11. The method of claim 10, wherein determining a total loss value based on the predicted object class, the object class label, the predicted location information, and the location label information comprises:

determining a classification loss value according to the predicted object class and the object class label;

determining a position loss value according to the position label information and the predicted position information;

and generating the total loss value according to the classification loss value and the position loss value.

12. The method of claim 10, wherein the adjusting the first sample convolution parameter and the second sample convolution parameter according to the total loss value to obtain a first convolution parameter corresponding to the first sample convolution parameter and a second convolution parameter corresponding to the second sample convolution parameter comprises:

determining a first partial derivative between the total loss value and the prediction object category, and adjusting the first sample convolution parameter according to the first partial derivative to obtain a first convolution parameter;

and determining a second partial derivative between the total loss value and the predicted position information, and adjusting the second sample convolution parameter according to the second partial derivative to obtain a second convolution parameter.

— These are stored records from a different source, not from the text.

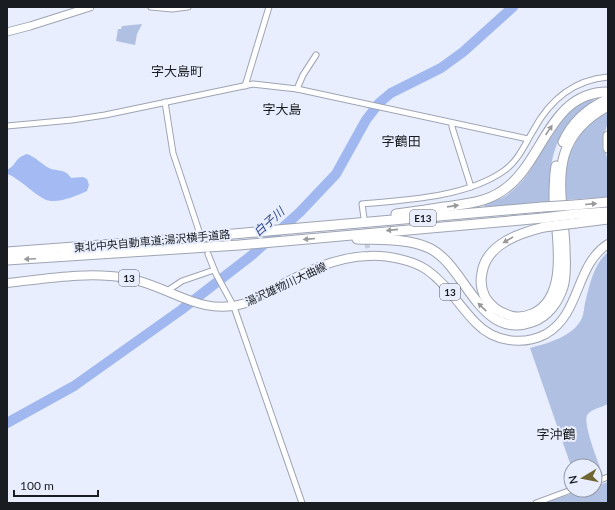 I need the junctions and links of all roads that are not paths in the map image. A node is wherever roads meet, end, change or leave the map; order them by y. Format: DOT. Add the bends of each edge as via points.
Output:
graph roads {
  1 [pos="90,7"];
  2 [pos="151,7"];
  3 [pos="188,7"];
  4 [pos="269,7"];
  5 [pos="7,32"];
  6 [pos="316,55"];
  7 [pos="608,77"];
  8 [pos="245,86"];
  9 [pos="297,89"];
  10 [pos="608,92"];
  11 [pos="608,99"];
  12 [pos="165,102"];
  13 [pos="608,106"];
  14 [pos="452,122"];
  15 [pos="7,126"];
  16 [pos="608,136"];
  17 [pos="528,139"];
  18 [pos="608,148"];
  19 [pos="471,187"];
  20 [pos="608,202"];
  21 [pos="608,212"];
  22 [pos="576,214"];
  23 [pos="364,218"];
  24 [pos="608,219"];
  25 [pos="318,226"];
  26 [pos="199,231"];
  27 [pos="324,237"];
  28 [pos="608,244"];
  29 [pos="7,252"];
  30 [pos="208,254"];
  31 [pos="7,260"];
  32 [pos="215,272"];
  33 [pos="7,283"];
  34 [pos="167,291"];
  35 [pos="234,307"];
  36 [pos="563,493"];
  37 [pos="302,503"];
  38 [pos="536,503"];
  1 -- 5 [label="street"];
  2 -- 3 [label="street"];
  4 -- 8 [label="street"];
  6 -- 9 [label="street"];
  7 -- 17 [label="street" via="579,84 559,96 542,115"];
  8 -- 9 [label="street" via="253,84"];
  8 -- 12 [label="street"];
  9 -- 14 [label="street"];
  25 -- 10 [label="highway, one-way" via="475,203 492,197 516,180 530,162 549,128 564,110 588,94"];
  22 -- 11 [label="highway, one-way, bridge" via="544,227 511,238 487,258 482,268 481,286 488,301 500,313 515,317 530,315 545,306 555,289 558,258 554,198 554,178 560,150 574,124 594,105"];
  12 -- 15 [label="street" via="106,115"];
  12 -- 26 [label="street" via="173,152"];
  13 -- 27 [label="highway, one-way" via="584,123 570,139 565,153 561,170 566,268 563,287 551,310 534,321 517,325 497,320 477,303 449,264 428,248 401,241"];
  14 -- 17 [label="street"];
  14 -- 19 [label="street"];
  16 -- 18 [label="highway"];
  17 -- 19 [label="street" via="521,152 506,169 493,178"];
  19 -- 23 [label="street" via="405,200 362,204"];
  22 -- 20 [label="highway, 東北中央自動車道;湯沢横手道路 / E13, one-way"];
  21 -- 22 [label="highway, 東北中央自動車道;湯沢横手道路 / E13"];
  22 -- 24 [label="highway"];
  22 -- 25 [label="highway, 東北中央自動車道;湯沢横手道路 / E13, bridge" via="542,208"];
  22 -- 27 [label="highway, 東北中央自動車道;湯沢横手道路 / E13, one-way, bridge"];
  25 -- 29 [label="highway, 東北中央自動車道;湯沢横手道路 / E13"];
  27 -- 31 [label="highway, 東北中央自動車道;湯沢横手道路 / E13, one-way"];
  28 -- 35 [label="main road, 湯沢雄物川大曲線 / 13" via="600,249 589,263 563,320 546,334 524,341 500,339 477,324 441,280 426,269 412,262 369,253 321,266"];
  30 -- 32 [label="street"];
  32 -- 34 [label="street" via="182,281"];
  32 -- 35 [label="street"];
  33 -- 34 [label="main road, 湯沢雄物川大曲線 / 13" via="107,275 142,281"];
  34 -- 35 [label="main road, 湯沢雄物川大曲線 / 13" via="205,306"];
  35 -- 37 [label="street"];
  36 -- 38 [label="street"];
}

13. An image recognition apparatus, comprising:

the characteristic input module is used for respectively inputting the image characteristics into an image classification component and a position prediction component in the image recognition model; the image classification component comprises a first convolution parameter focusing on object classification, and the position prediction component comprises a second convolution parameter focusing on position information prediction;

the second feature convolution module is used for performing convolution processing on the image features through the second convolution parameters in the position prediction component to obtain a position convolution feature map;

the class output module is used for outputting the object class of the target object in the target image according to the classified convolution feature map;

14. A computer device, comprising: a processor, a memory, and a network interface;

the processor is coupled to the memory and the network interface, wherein the network interface is configured to provide network communication functionality, the memory is configured to store program code, and the processor is configured to invoke the program code to perform the method of any of claims 1-12.

15. A computer-readable storage medium, characterized in that the computer-readable storage medium stores a computer program comprising program instructions which, when executed by a processor, perform the method of any of claims 1-12.